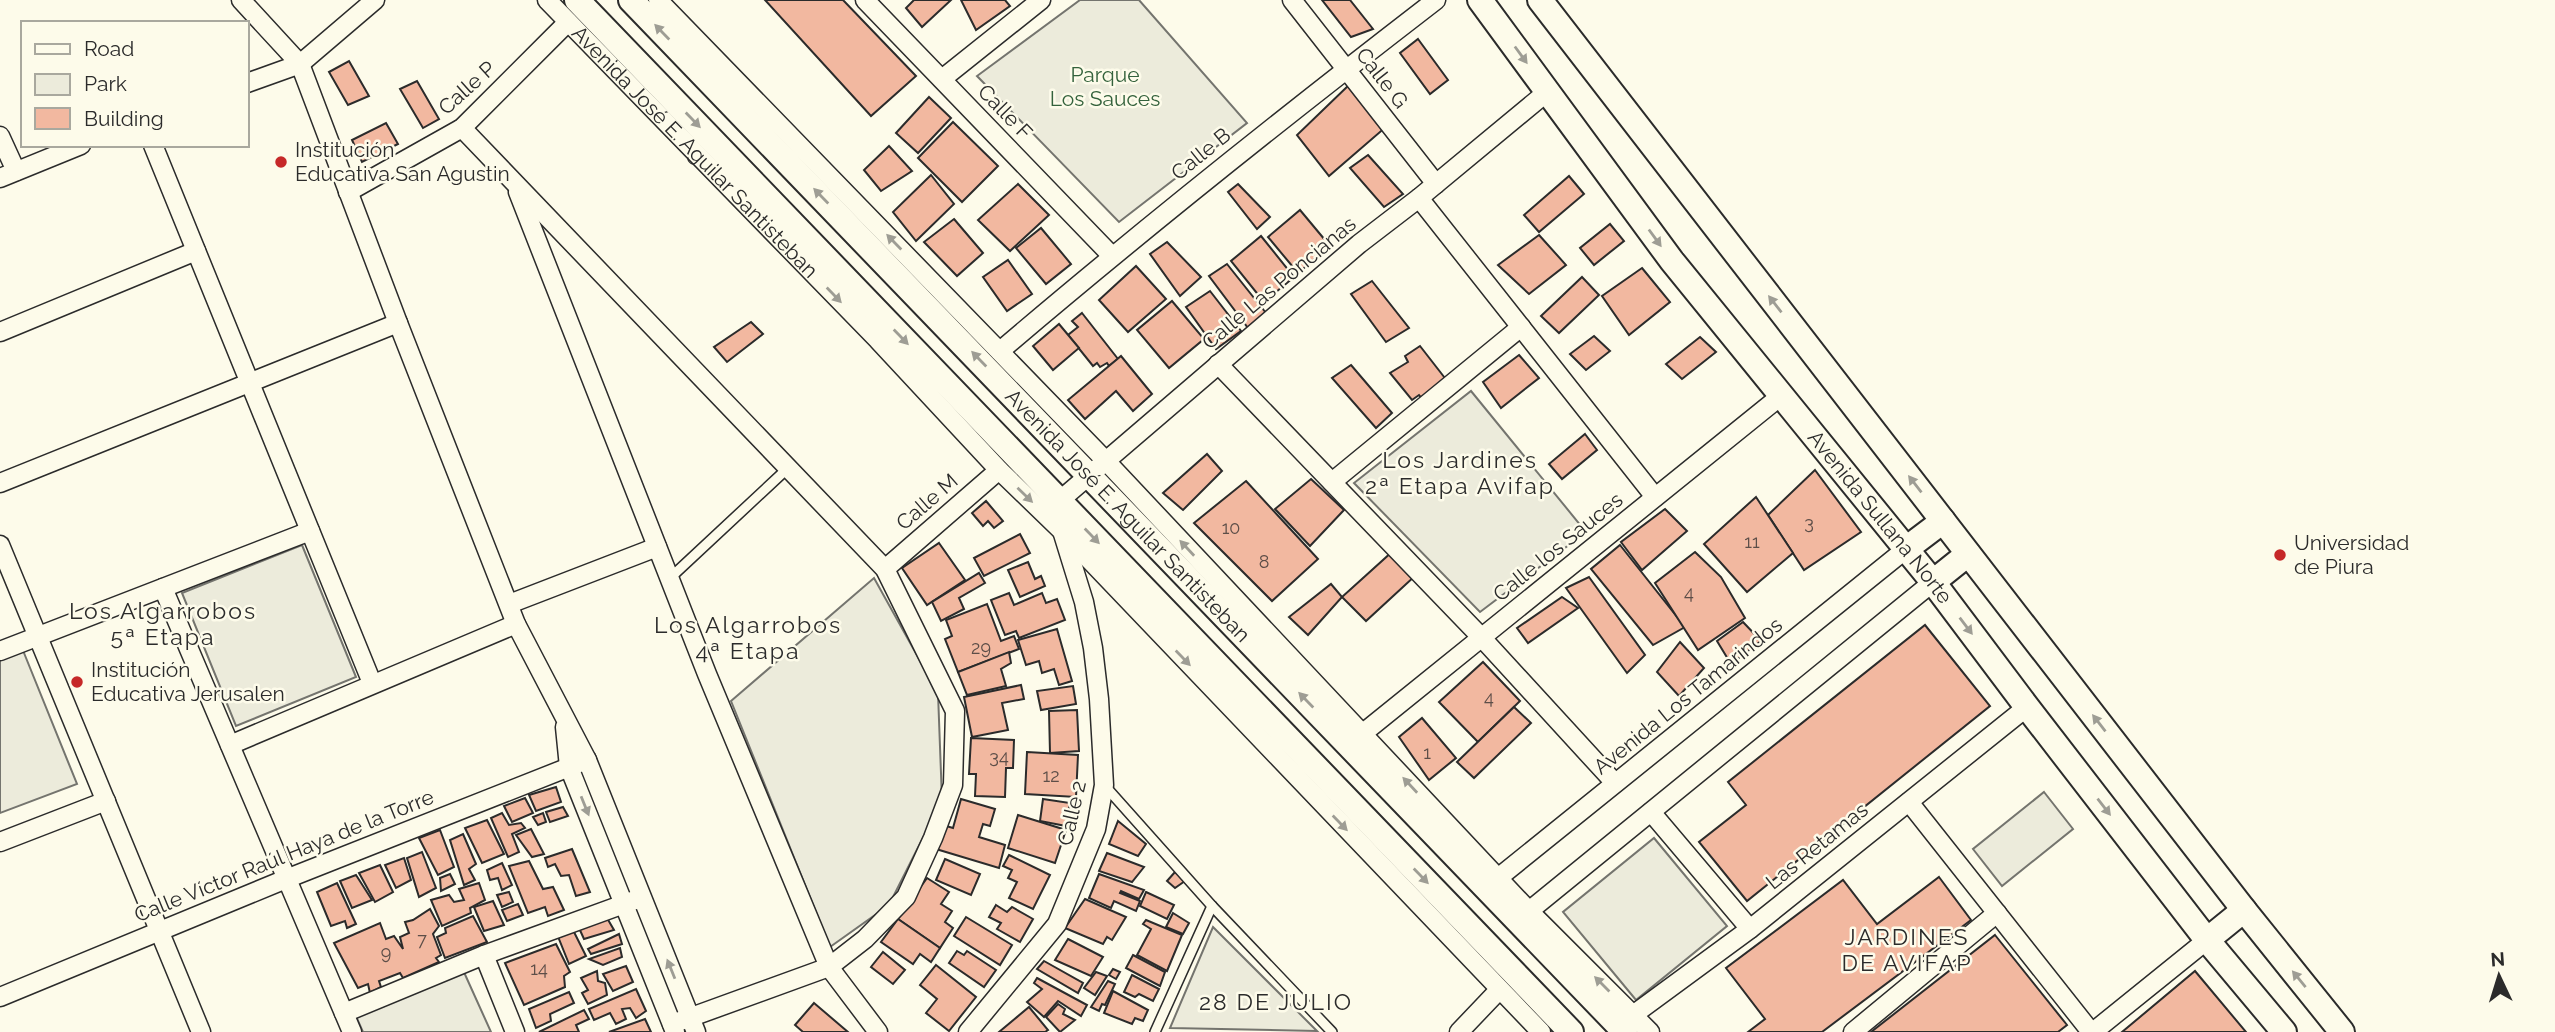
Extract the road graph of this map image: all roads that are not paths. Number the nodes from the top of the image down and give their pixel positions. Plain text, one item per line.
1 (241, 0) edge
2 (375, 0) edge
3 (547, 0) edge
4 (631, 0) edge
5 (658, 0) edge
6 (865, 0) edge
7 (1041, 0) edge
8 (1292, 0) edge
9 (1436, 0) edge
10 (1480, 0) edge
11 (1540, 0) edge
12 (573, 11) edge
13 (300, 64) junction
14 (1346, 69) junction
15 (942, 79) junction
16 (248, 83) edge
17 (1548, 92) junction
18 (462, 128) junction
19 (0, 136) edge
20 (76, 147) edge
21 (154, 147) edge
22 (8, 175) edge
23 (514, 183) junction
24 (1436, 184) junction
25 (348, 192) junction
26 (1419, 198) junction
27 (196, 251) junction
28 (1112, 256) junction
29 (397, 323) junction
30 (1521, 327) junction
31 (0, 332) edge
32 (1000, 351) junction
33 (1218, 364) junction
34 (250, 383) junction
35 (1782, 395) junction
36 (1097, 467) junction
37 (788, 468) junction
38 (999, 470) junction
39 (1332, 482) junction
40 (0, 483) edge
41 (1656, 497) junction
42 (1051, 508) junction
43 (1943, 521) junction
44 (310, 531) junction
45 (1062, 531) junction
46 (0, 545) edge
47 (657, 547) junction
48 (1906, 549) junction
49 (1968, 554) junction
50 (885, 569) junction
51 (669, 579) junction
52 (1933, 582) junction
53 (163, 588) junction
54 (509, 604) junction
55 (516, 624) junction
56 (38, 636) junction
57 (1482, 638) junction
58 (0, 651) edge
59 (372, 683) junction
60 (2027, 707) junction
61 (564, 716) junction
62 (1362, 734) junction
63 (230, 745) junction
64 (587, 760) junction
65 (569, 767) junction
66 (1615, 783) junction
67 (1104, 785) junction
68 (106, 801) junction
69 (1909, 802) junction
70 (1651, 812) junction
71 (0, 842) edge
72 (286, 878) junction
73 (1498, 878) junction
74 (643, 897) junction
75 (624, 904) junction
76 (1212, 906) junction
77 (2244, 910) junction
78 (1529, 911) junction
79 (1997, 913) junction
80 (1750, 929) junction
81 (159, 930) junction
82 (2207, 940) junction
83 (484, 954) junction
84 (829, 967) junction
85 (1499, 990) junction
86 (0, 997) edge
87 (344, 1013) junction
88 (1629, 1024) edge
89 (694, 1025) edge
90 (673, 1028) edge
91 (201, 1032) edge
92 (352, 1032) edge
93 (515, 1032) edge
94 (878, 1032) edge
95 (968, 1032) edge
96 (1154, 1032) edge
97 (1332, 1032) edge
98 (1459, 1032) edge
99 (1541, 1032) edge
100 (1571, 1032) edge
101 (1650, 1032) edge
102 (1853, 1032) edge
103 (2093, 1032) edge
104 (2284, 1032) edge
105 (2342, 1032) edge

1 - 13 street
2 - 13 street
3 - 12 street, Avenida José E. Aguilar Santisteban
36 -> 4 main road, Avenida José E. Aguilar Santisteban
32 -> 5 street, Avenida José E. Aguilar Santisteban
6 - 15 street, Calle F
7 - 15 street
8 - 14 street, Calle G
9 - 14 street, Calle B
10 -> 17 main road, Avenida Sullana Norte
43 -> 11 main road
12 - 18 street, Calle P
12 -> 38 street, Avenida José E. Aguilar Santisteban
12 -> 42 main road, Avenida José E. Aguilar Santisteban
13 - 16 street
13 - 25 street
14 - 24 street, Calle G
14 - 28 street, Calle B
15 - 28 street, Calle F
17 - 24 street, Calle Las Poncianas
17 -> 35 main road, Avenida Sullana Norte
18 - 23 street
18 - 25 street, Calle P
19 - 22 street
20 - 22 street
21 - 27 street
23 - 37 street
23 - 47 street
24 - 26 street, Calle Las Poncianas
25 - 29 street
26 - 30 street
26 - 33 street, Calle Las Poncianas
27 - 31 street
27 - 34 street
28 - 32 street, Calle B
29 - 34 street
29 - 54 street
30 - 39 street
30 - 41 street
32 - 36 street, Avenida José E. Aguilar Santisteban
33 - 36 street, Calle Las Poncianas
33 - 39 street
34 - 40 street
34 - 44 street
35 - 41 street, Calle los Sauces
35 - 48 main road, Avenida Sullana Norte
36 - 42 street, Calle Las Poncianas
62 -> 36 street, Avenida José E. Aguilar Santisteban
88 -> 36 main road, Avenida José E. Aguilar Santisteban
37 - 50 street
37 - 51 lane
38 -> 42 street, Avenida José E. Aguilar Santisteban
38 - 50 street, Calle M
39 - 57 street
41 - 57 street, Calle los Sauces
42 - 45 street, Avenida José E. Aguilar Santisteban
42 -> 100 main road, Avenida José E. Aguilar Santisteban
43 - 48 main road
43 - 49 main road
44 - 53 street
44 - 59 street
45 - 67 street, Calle 2
45 -> 85 street, Avenida José E. Aguilar Santisteban
46 - 56 street
47 - 51 street
47 - 54 street
48 - 52 main road, Avenida Sullana Norte
48 - 66 street, Avenida Los Tamarindos
49 - 52 main road
77 -> 49 main road
50 - 84 street
51 - 84 street
52 -> 60 main road, Avenida Sullana Norte
52 - 70 street
53 - 56 street
53 - 63 street
54 - 55 street
55 - 59 street
55 - 61 street
56 - 58 street
56 - 68 street
57 - 62 street, Calle los Sauces
57 - 66 street
59 - 63 street
60 - 69 street, Las Retamas
60 -> 82 main road, Avenida Sullana Norte
61 - 64 street
61 - 65 street
73 -> 62 street, Avenida José E. Aguilar Santisteban
63 - 72 street
64 - 65 street, Calle Víctor Raúl Haya de la Torre
64 - 74 street
65 - 72 street, Calle Víctor Raúl Haya de la Torre
65 -> 75 street
66 - 73 street, Avenida Los Tamarindos
67 - 76 lane
67 - 95 street, Calle 2
68 - 71 street
68 - 81 street
69 - 79 street
69 - 80 street, Las Retamas
70 - 78 street
70 - 80 street
72 - 81 street, Calle Víctor Raúl Haya de la Torre
72 - 87 street
73 - 78 street, Avenida José E. Aguilar Santisteban
74 - 75 street
89 -> 74 street
75 - 83 street
75 - 90 street
76 - 96 lane
76 - 97 lane
77 - 82 main road
105 -> 77 main road
88 -> 78 street, Avenida José E. Aguilar Santisteban
79 - 102 street
79 - 103 street
80 - 88 street, Las Retamas
81 - 86 street, Calle Víctor Raúl Haya de la Torre
81 - 91 street
82 - 103 street
82 - 104 main road, Avenida Sullana Norte
83 - 87 street
83 - 93 street
84 - 89 street
84 - 94 street
85 - 98 street
85 - 99 street, Avenida José E. Aguilar Santisteban
87 - 92 street
88 - 101 street, Avenida José E. Aguilar Santisteban
89 - 90 street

------------------------------------------------

Assignment: Write every record out again exactly; no pictures belong in the copy.

Task answer:
Extract the road graph of this map image: all roads that are not paths. Number the nodes from the top of the image down and give their pixel positions. Plain text, one item per line.
1 (241, 0) edge
2 (375, 0) edge
3 (547, 0) edge
4 (631, 0) edge
5 (658, 0) edge
6 (865, 0) edge
7 (1041, 0) edge
8 (1292, 0) edge
9 (1436, 0) edge
10 (1480, 0) edge
11 (1540, 0) edge
12 (573, 11) edge
13 (300, 64) junction
14 (1346, 69) junction
15 (942, 79) junction
16 (248, 83) edge
17 (1548, 92) junction
18 (462, 128) junction
19 (0, 136) edge
20 (76, 147) edge
21 (154, 147) edge
22 (8, 175) edge
23 (514, 183) junction
24 (1436, 184) junction
25 (348, 192) junction
26 (1419, 198) junction
27 (196, 251) junction
28 (1112, 256) junction
29 (397, 323) junction
30 (1521, 327) junction
31 (0, 332) edge
32 (1000, 351) junction
33 (1218, 364) junction
34 (250, 383) junction
35 (1782, 395) junction
36 (1097, 467) junction
37 (788, 468) junction
38 (999, 470) junction
39 (1332, 482) junction
40 (0, 483) edge
41 (1656, 497) junction
42 (1051, 508) junction
43 (1943, 521) junction
44 (310, 531) junction
45 (1062, 531) junction
46 (0, 545) edge
47 (657, 547) junction
48 (1906, 549) junction
49 (1968, 554) junction
50 (885, 569) junction
51 (669, 579) junction
52 (1933, 582) junction
53 (163, 588) junction
54 (509, 604) junction
55 (516, 624) junction
56 (38, 636) junction
57 (1482, 638) junction
58 (0, 651) edge
59 (372, 683) junction
60 (2027, 707) junction
61 (564, 716) junction
62 (1362, 734) junction
63 (230, 745) junction
64 (587, 760) junction
65 (569, 767) junction
66 (1615, 783) junction
67 (1104, 785) junction
68 (106, 801) junction
69 (1909, 802) junction
70 (1651, 812) junction
71 (0, 842) edge
72 (286, 878) junction
73 (1498, 878) junction
74 (643, 897) junction
75 (624, 904) junction
76 (1212, 906) junction
77 (2244, 910) junction
78 (1529, 911) junction
79 (1997, 913) junction
80 (1750, 929) junction
81 (159, 930) junction
82 (2207, 940) junction
83 (484, 954) junction
84 (829, 967) junction
85 (1499, 990) junction
86 (0, 997) edge
87 (344, 1013) junction
88 (1629, 1024) edge
89 (694, 1025) edge
90 (673, 1028) edge
91 (201, 1032) edge
92 (352, 1032) edge
93 (515, 1032) edge
94 (878, 1032) edge
95 (968, 1032) edge
96 (1154, 1032) edge
97 (1332, 1032) edge
98 (1459, 1032) edge
99 (1541, 1032) edge
100 (1571, 1032) edge
101 (1650, 1032) edge
102 (1853, 1032) edge
103 (2093, 1032) edge
104 (2284, 1032) edge
105 (2342, 1032) edge

1 - 13 street
2 - 13 street
3 - 12 street, Avenida José E. Aguilar Santisteban
36 -> 4 main road, Avenida José E. Aguilar Santisteban
32 -> 5 street, Avenida José E. Aguilar Santisteban
6 - 15 street, Calle F
7 - 15 street
8 - 14 street, Calle G
9 - 14 street, Calle B
10 -> 17 main road, Avenida Sullana Norte
43 -> 11 main road
12 - 18 street, Calle P
12 -> 38 street, Avenida José E. Aguilar Santisteban
12 -> 42 main road, Avenida José E. Aguilar Santisteban
13 - 16 street
13 - 25 street
14 - 24 street, Calle G
14 - 28 street, Calle B
15 - 28 street, Calle F
17 - 24 street, Calle Las Poncianas
17 -> 35 main road, Avenida Sullana Norte
18 - 23 street
18 - 25 street, Calle P
19 - 22 street
20 - 22 street
21 - 27 street
23 - 37 street
23 - 47 street
24 - 26 street, Calle Las Poncianas
25 - 29 street
26 - 30 street
26 - 33 street, Calle Las Poncianas
27 - 31 street
27 - 34 street
28 - 32 street, Calle B
29 - 34 street
29 - 54 street
30 - 39 street
30 - 41 street
32 - 36 street, Avenida José E. Aguilar Santisteban
33 - 36 street, Calle Las Poncianas
33 - 39 street
34 - 40 street
34 - 44 street
35 - 41 street, Calle los Sauces
35 - 48 main road, Avenida Sullana Norte
36 - 42 street, Calle Las Poncianas
62 -> 36 street, Avenida José E. Aguilar Santisteban
88 -> 36 main road, Avenida José E. Aguilar Santisteban
37 - 50 street
37 - 51 lane
38 -> 42 street, Avenida José E. Aguilar Santisteban
38 - 50 street, Calle M
39 - 57 street
41 - 57 street, Calle los Sauces
42 - 45 street, Avenida José E. Aguilar Santisteban
42 -> 100 main road, Avenida José E. Aguilar Santisteban
43 - 48 main road
43 - 49 main road
44 - 53 street
44 - 59 street
45 - 67 street, Calle 2
45 -> 85 street, Avenida José E. Aguilar Santisteban
46 - 56 street
47 - 51 street
47 - 54 street
48 - 52 main road, Avenida Sullana Norte
48 - 66 street, Avenida Los Tamarindos
49 - 52 main road
77 -> 49 main road
50 - 84 street
51 - 84 street
52 -> 60 main road, Avenida Sullana Norte
52 - 70 street
53 - 56 street
53 - 63 street
54 - 55 street
55 - 59 street
55 - 61 street
56 - 58 street
56 - 68 street
57 - 62 street, Calle los Sauces
57 - 66 street
59 - 63 street
60 - 69 street, Las Retamas
60 -> 82 main road, Avenida Sullana Norte
61 - 64 street
61 - 65 street
73 -> 62 street, Avenida José E. Aguilar Santisteban
63 - 72 street
64 - 65 street, Calle Víctor Raúl Haya de la Torre
64 - 74 street
65 - 72 street, Calle Víctor Raúl Haya de la Torre
65 -> 75 street
66 - 73 street, Avenida Los Tamarindos
67 - 76 lane
67 - 95 street, Calle 2
68 - 71 street
68 - 81 street
69 - 79 street
69 - 80 street, Las Retamas
70 - 78 street
70 - 80 street
72 - 81 street, Calle Víctor Raúl Haya de la Torre
72 - 87 street
73 - 78 street, Avenida José E. Aguilar Santisteban
74 - 75 street
89 -> 74 street
75 - 83 street
75 - 90 street
76 - 96 lane
76 - 97 lane
77 - 82 main road
105 -> 77 main road
88 -> 78 street, Avenida José E. Aguilar Santisteban
79 - 102 street
79 - 103 street
80 - 88 street, Las Retamas
81 - 86 street, Calle Víctor Raúl Haya de la Torre
81 - 91 street
82 - 103 street
82 - 104 main road, Avenida Sullana Norte
83 - 87 street
83 - 93 street
84 - 89 street
84 - 94 street
85 - 98 street
85 - 99 street, Avenida José E. Aguilar Santisteban
87 - 92 street
88 - 101 street, Avenida José E. Aguilar Santisteban
89 - 90 street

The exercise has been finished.